For clinicians, those figures should prompt us to look more closely at alternative forms of sexual expression – those not involving intercourse or masturbation – in the aged, a field physicians typically do not consider.
Although dyspareunia or erectile problems affect many in long-standing relationships, neither is a reason to abstain from sexual pleasure. Indeed, in many couples, oral sex will replace vaginal intercourse, and if urinary, fecal, or flatal incontinence intrude, couples often waive oral sex in favor of more cuddling, kissing, digital stimulation, and other forms of sexual pleasure.

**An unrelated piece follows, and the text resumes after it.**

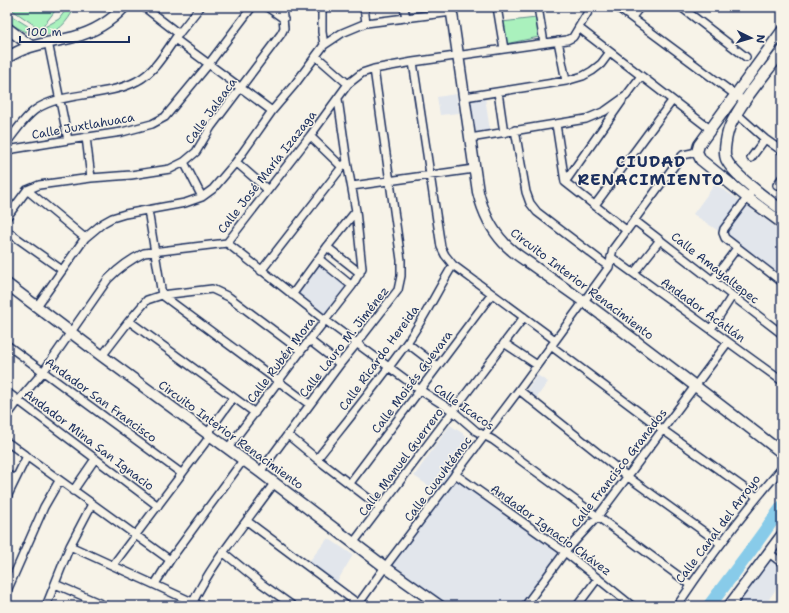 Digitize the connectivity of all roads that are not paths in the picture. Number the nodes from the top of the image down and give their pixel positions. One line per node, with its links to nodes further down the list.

What about the expiry date for sex?
Fascinating research from Nils Beckman, PhD, and colleagues found that the sex drive persists even as people (and men in particular) reach their 100th year. Dr. Beckman’s group interviewed 269 Swedish seniors, all without dementia, at age 97. Sexual desire was affirmed by 27% of men and 5% of women in the survey. Among the men, 32% said they still had sexual thoughts, compared with 18% of women. Meanwhile, 26% of the men and 15% of the women said they missed sexual activity.
What should clinicians do with this information? First, we could start talking about sex with our older patients. According to the 97-year-old Swedes, most want us to! More than 8 in 10 of both women and men in the survey expressed positive views about questions on sexuality. And please don’t be scared to address the subject in the single senior. They, too, can have a sexual or relationship issue and are happy when we raise the subject. They’re not scared to talk about masturbation, either.
When caring for those with chronic diseases, cancer, in the course of physical rehabilitation, and even in the last phase of life, the clinical experience indicates that our patients are happy when we address sexuality and intimacy. Doing so can open the door to the admission of a problem and a corresponding solution, a lubricant or a PDE5 inhibitor.
But sometimes the solution is the conversation itself: Roughly 25% of patients are sufficiently helped simply by talking about sex. Addressing the importance of sexual pleasure is nearly always valuable.
Here are a few ice-breakers I find helpful:
- Did taking this medication change aspects of sexuality? If so, does that bother you?
- Knowing that continuing intimacy is healthy, do you mind if I address that subject?
- We know that aspects of sexuality and intimacy are healthy. Without a partner, some people become sexually isolated. Would you like to talk about that?’
If addressing sexuality has benefits, what about sex itself?
We are gradually learning more about the many short-, intermediate-, and long-term health benefits of solo and joint sexual activity. Short-term benefits include muscle relaxation, pain relief (even, perhaps ironically, for headaches), and better sleep – all pretty valuable for older adults. Examples of intermediate-term benefits include stress relief and less depression. Research from the United States has found that hugging can reduce the concentrations of proinflammatory cytokines, and kissing positively influences cholesterol levels.
Finally, while the long-term benefits of sex might be less relevant for seniors, they do exist.
Among them are delayed onset of dementia and a substantial reduction in cardiovascular and cerebrovascular problems in men. More sex has been linked to longevity, with men benefiting a bit more than women from going through the entire process, including an orgasm, whereas women appear to gain from having a “satisfying” sex life, which does not always require an orgasm.
Let us not forget that these benefits apply to both patients and clinicians alike. Addressing intimacy and sexuality can ease eventual sexual concerns and potentially create a stronger clinician-patient relationship.
Dr. Gianotten, MD is emeritus senior lecturer in medical sexology, Erasmus University Medical Centre, Rotterdam, the Netherlands. He reported no conflicts of interest.
A version of this article first appeared on Medscape.com.